Shetty sees power in telling stories of radical self-love and overcoming pain in her music. "I can subvert these oppressive voices by being confident, decisive, and self-affirming in the things I want to do," she said. "I just never wanted to lose the feeling of knowing that I could be whoever I wanted despite evil and persuasive voices telling me that I couldn't. I felt stoked that I had the power and agency to come to that conclusion on my own... I chose to love myself."



Her first music video, for the single "Azaadi Is Freedom Is Fate," took two days to shoot and features 17 individuals, all of whom are people of color. It is centered around hair, connecting it to themes of freedom and empowerment, with images of queer and trans people with long braids and thick black hair, and femmes holding hands filling the screen. "I wanted the video to uplift these faces, stories, and images... I thought about questions like, 'Who needs freedom the most?' 'Who is represented in this concept of freedom?' 'Who has been denied freedom?' That sort of group to me felt like who fit that role. So, I thought about a shared site on the bodies of those people that is often policed and denied freedom, and I thought hair was one."
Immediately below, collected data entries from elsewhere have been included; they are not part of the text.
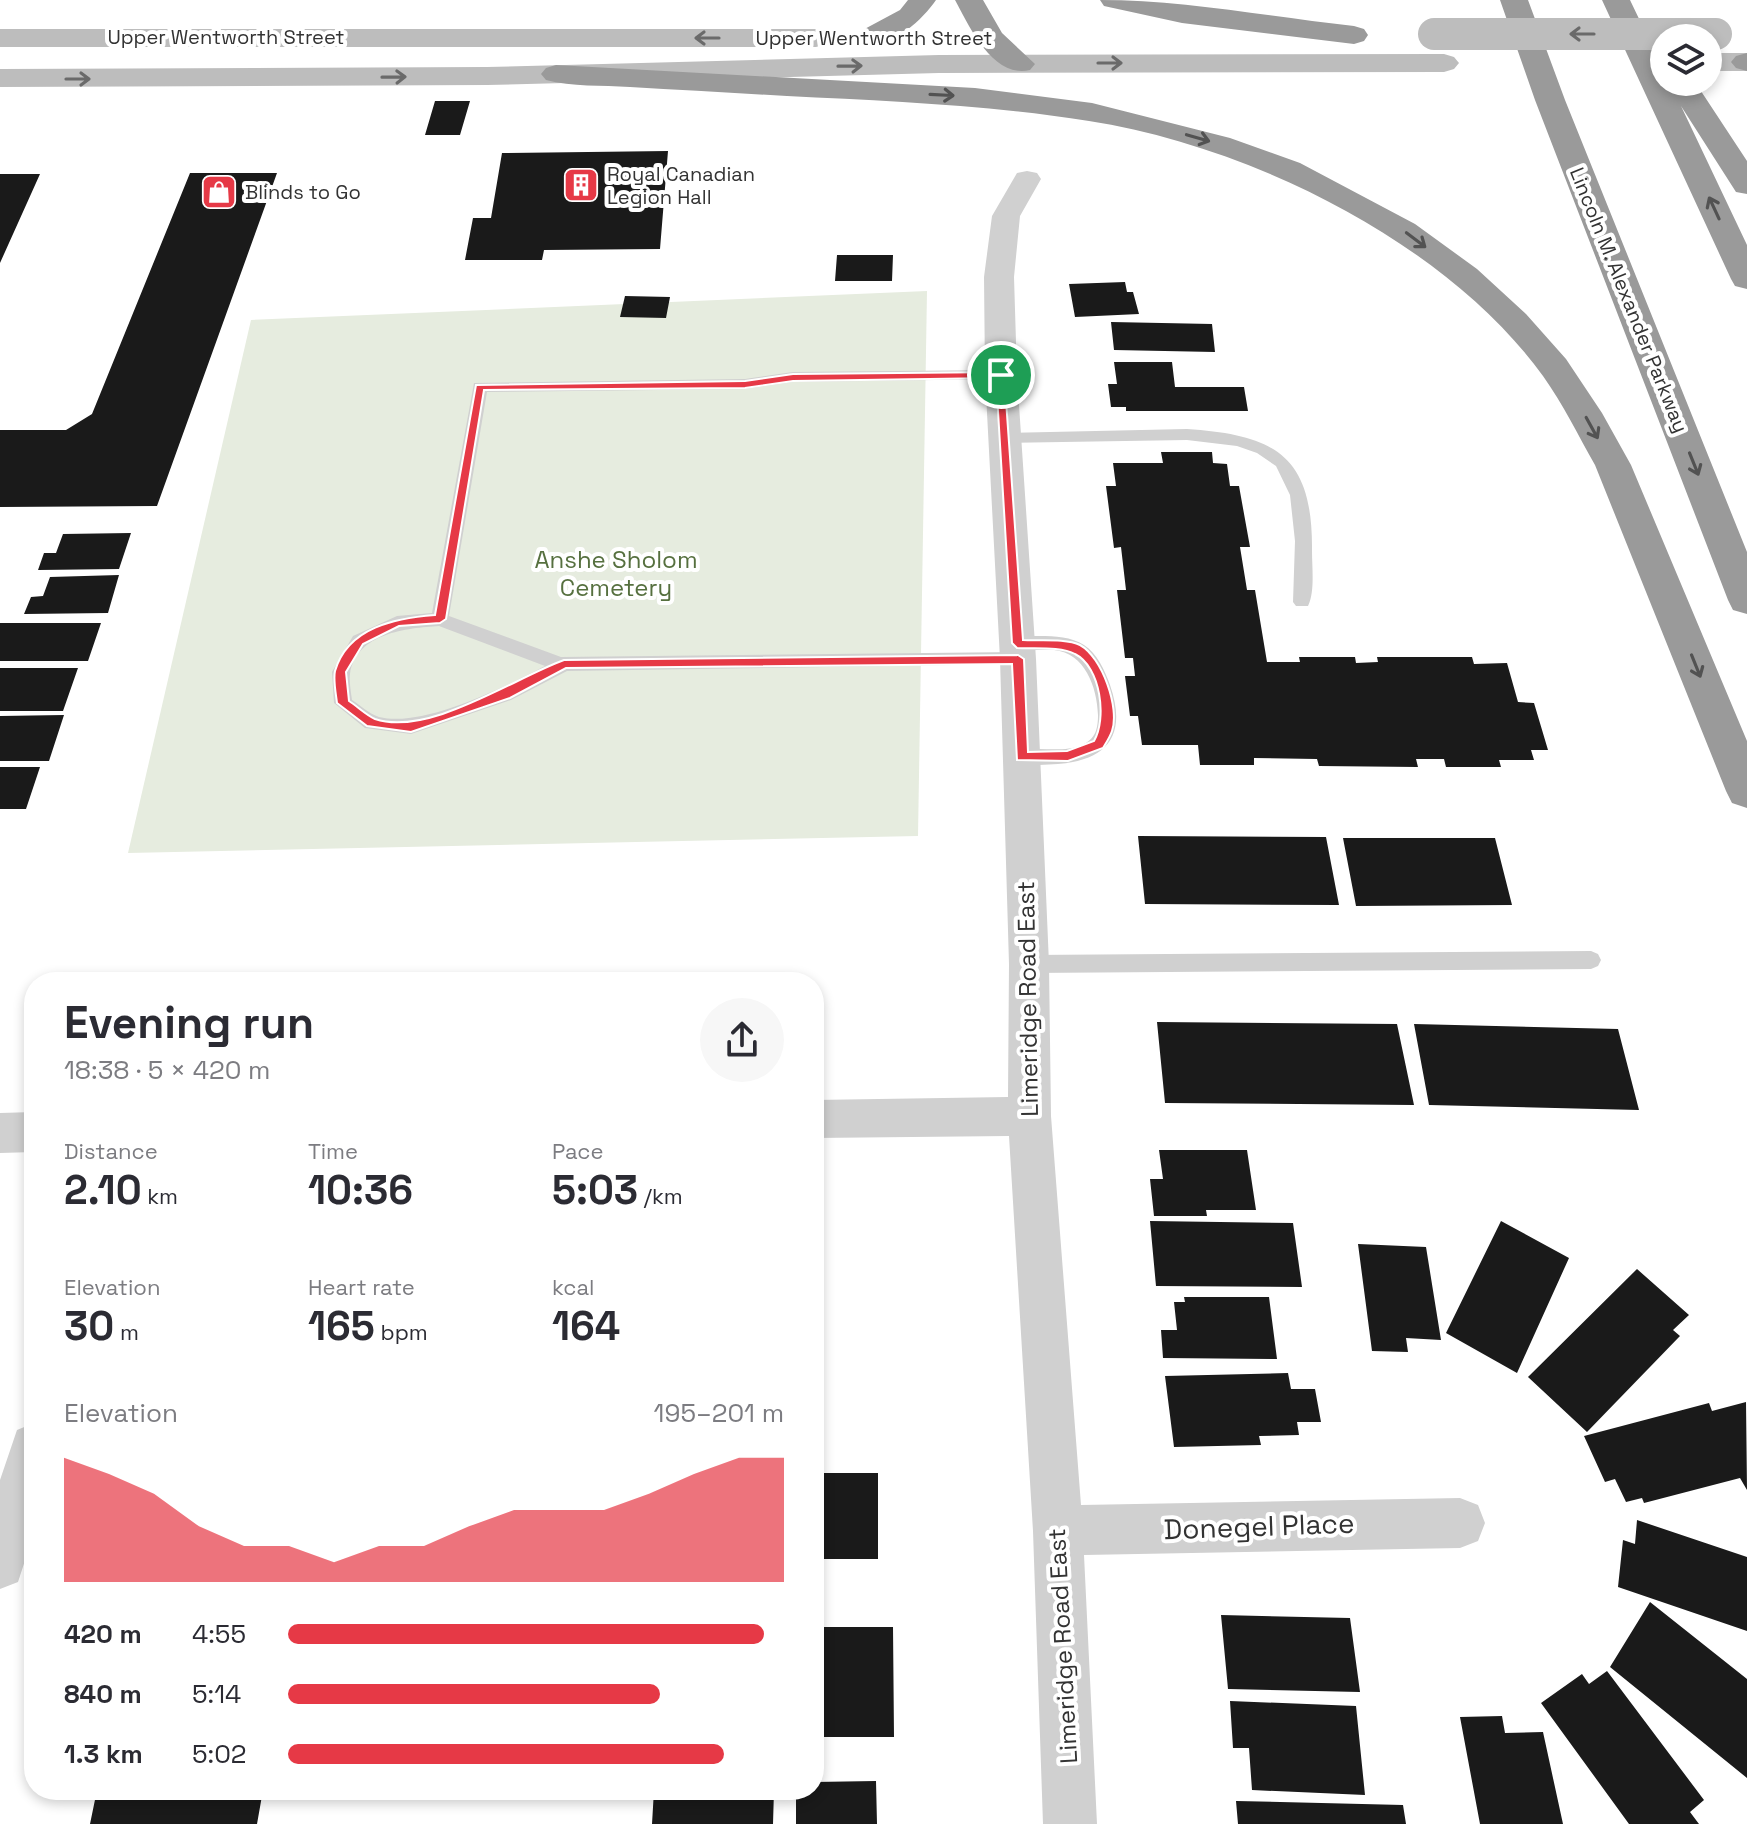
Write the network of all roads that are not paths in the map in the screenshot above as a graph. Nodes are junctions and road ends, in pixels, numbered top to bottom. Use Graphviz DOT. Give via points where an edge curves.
graph roads {
  1 [pos="922,0"];
  2 [pos="969,0"];
  3 [pos="1114,0"];
  4 [pos="1487,0"];
  5 [pos="1514,0"];
  6 [pos="1616,0"];
  7 [pos="1625,0"];
  8 [pos="1394,34"];
  9 [pos="1747,34"];
  10 [pos="550,37"];
  11 [pos="0,38"];
  12 [pos="34,38"];
  13 [pos="869,38"];
  14 [pos="990,38"];
  15 [pos="1650,38"];
  16 [pos="1650,61"];
  17 [pos="1507,62"];
  18 [pos="1570,62"];
  19 [pos="1617,62"];
  20 [pos="1476,63"];
  21 [pos="1020,64"];
  22 [pos="556,74"];
  23 [pos="0,78"];
  24 [pos="297,78"];
  25 [pos="122,79"];
  26 [pos="1689,96"];
  27 [pos="1550,100"];
  28 [pos="1027,179"];
  29 [pos="1747,185"];
  30 [pos="1747,279"];
  31 [pos="1001,375"];
  32 [pos="1005,438"];
  33 [pos="1747,600"];
  34 [pos="1302,602"];
  35 [pos="440,619"];
  36 [pos="1018,651"];
  37 [pos="564,664"];
  38 [pos="1022,757"];
  39 [pos="1747,791"];
  40 [pos="1591,960"];
  41 [pos="1029,964"];
  42 [pos="1029,1116"];
  43 [pos="824,1119"];
  44 [pos="24,1132"];
  45 [pos="0,1133"];
  46 [pos="24,1481"];
  47 [pos="1460,1523"];
  48 [pos="1058,1531"];
  49 [pos="0,1564"];
  50 [pos="1070,1824"];
  1 -- 13 [label="highway" via="910,16"];
  2 -- 14 [label="highway"];
  3 -- 8 [label="highway" via="1182,15"];
  4 -- 27 [label="highway"];
  5 -- 27 [label="highway, Lincoln M. Alexander Parkway"];
  30 -- 6 [label="highway, one-way"];
  7 -- 15 [label="highway"];
  9 -- 8 [label="main road, Upper Wentworth Street, one-way, bridge"];
  8 -- 14 [label="main road, Upper Wentworth Street"];
  10 -- 12 [label="main road, Upper Wentworth Street"];
  13 -- 10 [label="main road, Upper Wentworth Street, one-way"];
  10 -- 24 [label="main road" via="374,57"];
  11 -- 12 [label="main road, Upper Wentworth Street"];
  12 -- 25 [label="main road" via="103,56"];
  13 -- 14 [label="main road, Upper Wentworth Street"];
  14 -- 21 [label="highway"];
  16 -- 19 [label="main road"];
  17 -- 18 [label="main road"];
  21 -- 20 [label="main road, Upper Wentworth Street, one-way"];
  22 -- 21 [label="main road, Upper Wentworth Street, one-way"];
  24 -- 22 [label="main road, Upper Wentworth Street, one-way"];
  22 -- 39 [label="highway, one-way" via="975,97 1092,112 1152,124 1289,170 1404,231 1465,276 1514,322 1554,367 1584,413 1613,465"];
  23 -- 25 [label="main road, Upper Wentworth Street, one-way"];
  24 -- 25 [label="main road, Upper Wentworth Street"];
  26 -- 29 [label="highway"];
  27 -- 33 [label="highway, Lincoln M. Alexander Parkway, one-way"];
  28 -- 31 [label="street, Limeridge Road East" via="1006,216 999,277"];
  31 -- 32 [label="street, Limeridge Road East"];
  31 -- 35 [label="lane" via="480,387"];
  32 -- 34 [label="lane" via="1203,435 1261,448 1294,479 1303,527"];
  32 -- 36 [label="street, Limeridge Road East"];
  35 -- 37 [label="lane"];
  35 -- 37 [label="lane" via="397,622 359,641 341,672 343,703 372,723 411,727 505,695"];
  36 -- 37 [label="lane"];
  36 -- 38 [label="street, Limeridge Road East"];
  36 -- 38 [label="lane" via="1075,648 1088,657 1101,677 1108,720 1099,745 1068,756"];
  38 -- 41 [label="street, Limeridge Road East"];
  40 -- 41 [label="lane"];
  41 -- 42 [label="street, Limeridge Road East"];
  42 -- 43 [label="street"];
  42 -- 48 [label="street, Limeridge Road East"];
  44 -- 45 [label="street"];
  46 -- 49 [label="street"];
  47 -- 48 [label="street, Donegel Place"];
  48 -- 50 [label="street, Limeridge Road East"];
}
And Shetty's values go deeper than the surface, as everyone she hired to work on the project — styling, directing, et cetera — was a woman of color. Creating opportunities for employment for her community has always been at the core and forefront of what she hopes to do. The cover illustration for Titalee — which depicts Shetty wearing a traditional bindi surrounded by bright colors — was created by queer South Asian artist Khushboo Gulati, who is based in Los Angeles.

"One hundred percent of my work has been made alongside Black and Brown queer and trans women and femmes," she said. "It's so important to work with people you share identity and ideology with because no one can tell or critique our stories like we can."

That attitude follows her into her live performances, too. Shetty brings backup dancers to every show and tries to create a safe space for women of color to express themselves. In performing her new material, she has placed real attention on how she occupies venues. "It's so important to envision our joy as a beacon of hope," she said. "If you can see joy and make joy, even in small moments and small spaces in your life, that's really helpful and cathartic and special."

Shetty is working on new music and just started her first East Coast tour this week. She isn't focused on filling large venues with hundreds of people, but she is concerned with staying authentic to her vision.

And that means realizing her own kind of pop star dreams, miles away from images of Ariana Grande and Taylor Swift. She represents a new generation of artists ready to empower young girls and change the narrative.